The management board of Vivendi has reached an agreement with its ‘activist’ investor PSAM over dividends to shareholders – a move which should secure UMG’s future as a fully-owned subsidiary.
P. Schoenfeld Asset Management (PSAM) previously demanded that the French conglomerate pay its investors a special dividend from its current cash pile, which runs into multiple billions of Euros.
As a side demand – and a move to cause more disruption at Vivendi – PSAM has recommended that the group spin out Universal into an ‘independent’ entity on the stock market.
That now doesn’t look like a possibility, after the boss of PSAM, Peter Schoenfeld, shook on a peacekeeping deal with Vivendi top brass yesterday that will see Vivendi committed to returning €6.75bn to shareholders.
Vivendi said in a statement: “PSAM said it understood and accepted Vivendi’s strategy aimed at setting up a large group focused on media and contents, by building on UMG and Canal+ assets. It acknowledged that Vivendi’s management team and, in particular, its Chairman of the Supervisory Board, had achieved significant results in terms of creating value”
For its part, Vivendi’s Management Board agreed that payouts to shareholders could be accelerated “despite the complexities that may result for the redeployment of Vivendi in media and contents”.
Further to the completion of the divestments of GVT and the residual stake held in Numericable-SFR, Vivendi agreed to convene a General Shareholders’ Meeting with a view to proposing to shareholders the additional distribution of €2 per share, with €1 to be paid out in Q4 2015 and €1 in Q1 2016.
These payouts will be be added to Vivendi’s existing commitment to pay out a €1 ordinary dividend per share, in both financial years 2016 and 2017.
Added the company: “The Management Board and the Supervisory Board confirm their commitment to this €1 dividend. In total Vivendi is committing to return €6.75 billion (€5.00 per share) to shareholders.
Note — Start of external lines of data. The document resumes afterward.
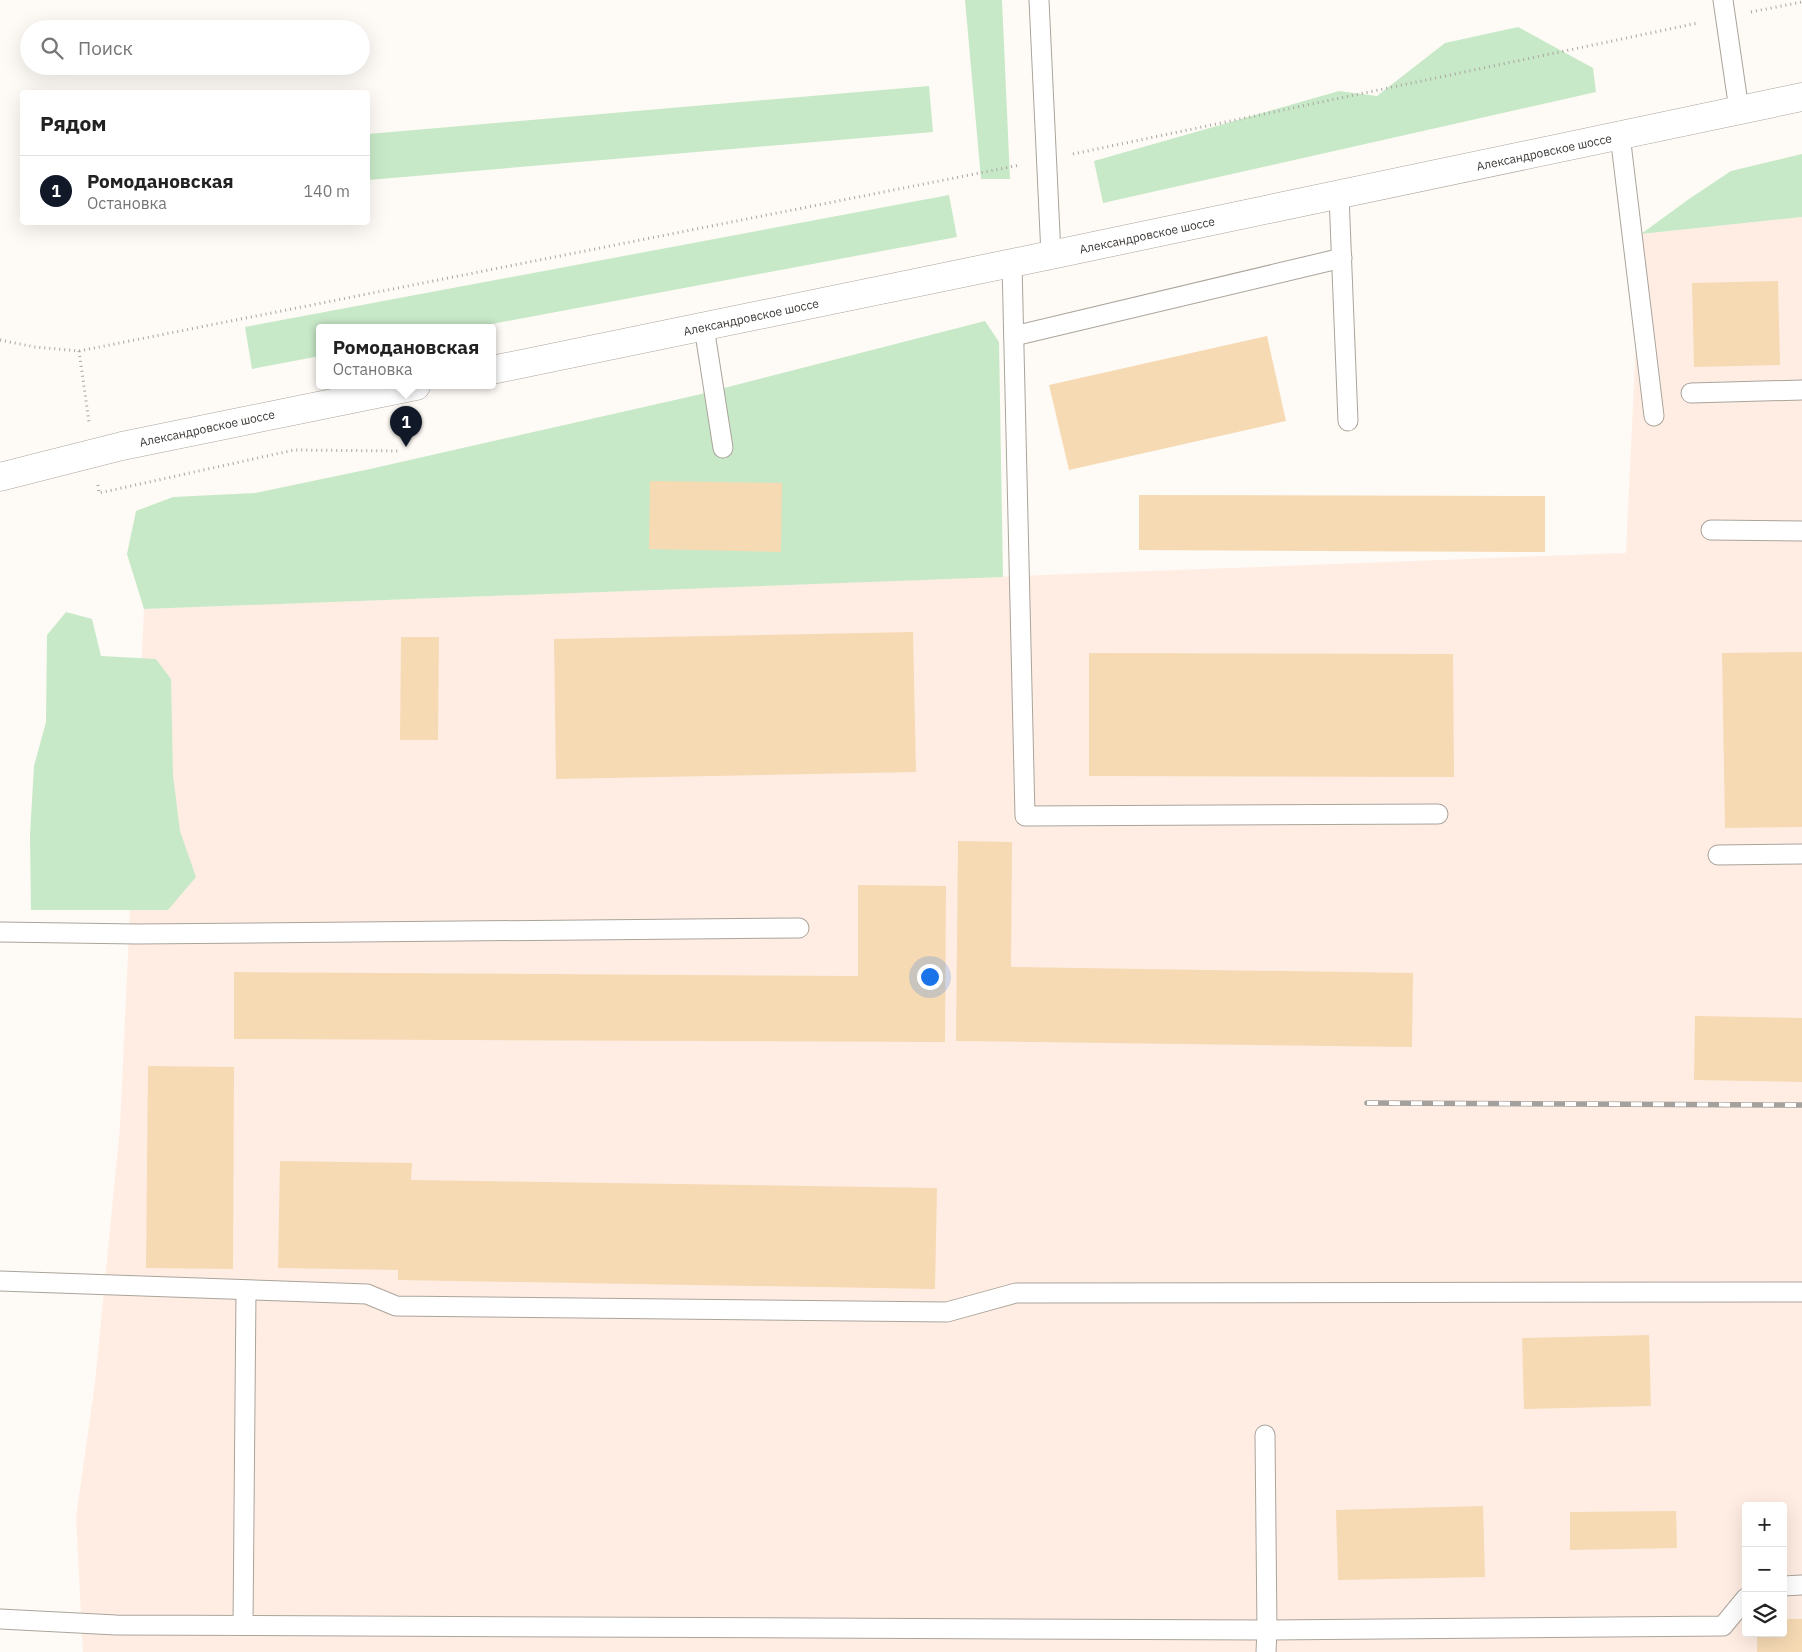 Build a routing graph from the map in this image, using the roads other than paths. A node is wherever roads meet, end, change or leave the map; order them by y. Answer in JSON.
{"nodes":[{"id":1,"x":1039,"y":0,"type":"edge"},
{"id":2,"x":1725,"y":9,"type":"edge"},
{"id":3,"x":1802,"y":97,"type":"edge"},
{"id":4,"x":1739,"y":110,"type":"junction"},
{"id":5,"x":1620,"y":136,"type":"junction"},
{"id":6,"x":1339,"y":195,"type":"junction"},
{"id":7,"x":1051,"y":256,"type":"junction"},
{"id":8,"x":1342,"y":258,"type":"junction"},
{"id":9,"x":1012,"y":264,"type":"junction"},
{"id":10,"x":704,"y":327,"type":"junction"},
{"id":11,"x":1014,"y":336,"type":"junction"},
{"id":12,"x":496,"y":369,"type":"edge"},
{"id":13,"x":401,"y":389,"type":"edge"},
{"id":14,"x":1802,"y":390,"type":"edge"},
{"id":15,"x":1691,"y":393,"type":"dead end"},
{"id":16,"x":1654,"y":416,"type":"dead end"},
{"id":17,"x":1348,"y":421,"type":"dead end"},
{"id":18,"x":722,"y":448,"type":"dead end"},
{"id":19,"x":0,"y":477,"type":"edge"},
{"id":20,"x":1711,"y":530,"type":"dead end"},
{"id":21,"x":1802,"y":531,"type":"edge"},
{"id":22,"x":1438,"y":814,"type":"dead end"},
{"id":23,"x":1802,"y":854,"type":"edge"},
{"id":24,"x":1718,"y":855,"type":"dead end"},
{"id":25,"x":799,"y":928,"type":"dead end"},
{"id":26,"x":0,"y":932,"type":"edge"},
{"id":27,"x":0,"y":1282,"type":"edge"},
{"id":28,"x":246,"y":1291,"type":"junction"},
{"id":29,"x":1802,"y":1292,"type":"edge"},
{"id":30,"x":1265,"y":1435,"type":"dead end"},
{"id":31,"x":1802,"y":1585,"type":"edge"},
{"id":32,"x":1787,"y":1586,"type":"edge"},
{"id":33,"x":1742,"y":1603,"type":"edge"},
{"id":34,"x":0,"y":1619,"type":"edge"},
{"id":35,"x":243,"y":1626,"type":"junction"},
{"id":36,"x":1267,"y":1630,"type":"junction"},
{"id":37,"x":1266,"y":1652,"type":"edge"}],
"edges":[{"from":1,"to":7,"type":"lane"},
{"from":2,"to":4,"type":"lane"},
{"from":3,"to":4,"type":"main road","name":"Александровское шоссе"},
{"from":4,"to":5,"type":"main road","name":"Александровское шоссе"},
{"from":5,"to":6,"type":"main road","name":"Александровское шоссе"},
{"from":5,"to":16,"type":"lane"},
{"from":6,"to":7,"type":"main road","name":"Александровское шоссе"},
{"from":6,"to":8,"type":"lane"},
{"from":7,"to":9,"type":"main road","name":"Александровское шоссе"},
{"from":8,"to":11,"type":"lane"},
{"from":8,"to":17,"type":"lane"},
{"from":9,"to":10,"type":"main road","name":"Александровское шоссе"},
{"from":9,"to":11,"type":"lane"},
{"from":10,"to":12,"type":"main road","name":"Александровское шоссе"},
{"from":10,"to":18,"type":"lane"},
{"from":11,"to":22,"type":"lane"},
{"from":13,"to":19,"type":"main road","name":"Александровское шоссе"},
{"from":14,"to":15,"type":"lane"},
{"from":20,"to":21,"type":"lane"},
{"from":23,"to":24,"type":"lane"},
{"from":25,"to":26,"type":"lane"},
{"from":27,"to":28,"type":"lane"},
{"from":28,"to":29,"type":"lane"},
{"from":28,"to":35,"type":"lane"},
{"from":30,"to":36,"type":"lane"},
{"from":31,"to":32,"type":"lane"},
{"from":33,"to":36,"type":"lane"},
{"from":34,"to":35,"type":"lane"},
{"from":35,"to":36,"type":"lane"},
{"from":36,"to":37,"type":"lane"}]}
Furthermore, Vivendi will review the possibility to propose additional distributions if its acquisition strategy were to require less cash than anticipated over the next two years.”
Arnaud de Puyfontaine, the Chairman of the Management Board, stated that “these distributions demonstrate our willingness to reach a consensus with some of our minority shareholders, even if it may result in reduced flexibility for Vivendi in the implementation of its strategic ambition to build a major media and content group.”
Vincent Bolloré, the Chairman of Vivendi’s Supervisory Board and the group’s biggest shareholder with a 12% stake, stated that “he fully supported the decisions taken by the Management Board that have been made possible only by the excellent work carried out with respect to asset divestments”.
Lastly, he said that “as a shareholder, he would vote in favor of all the draft resolutions submitted by the Management Board to the General Shareholders’ Meeting”.
PSAM informed Vivendi that it would withdraw the draft resolutions that it has presented to the Shareholders’ Meeting to be held on 17 April 2015.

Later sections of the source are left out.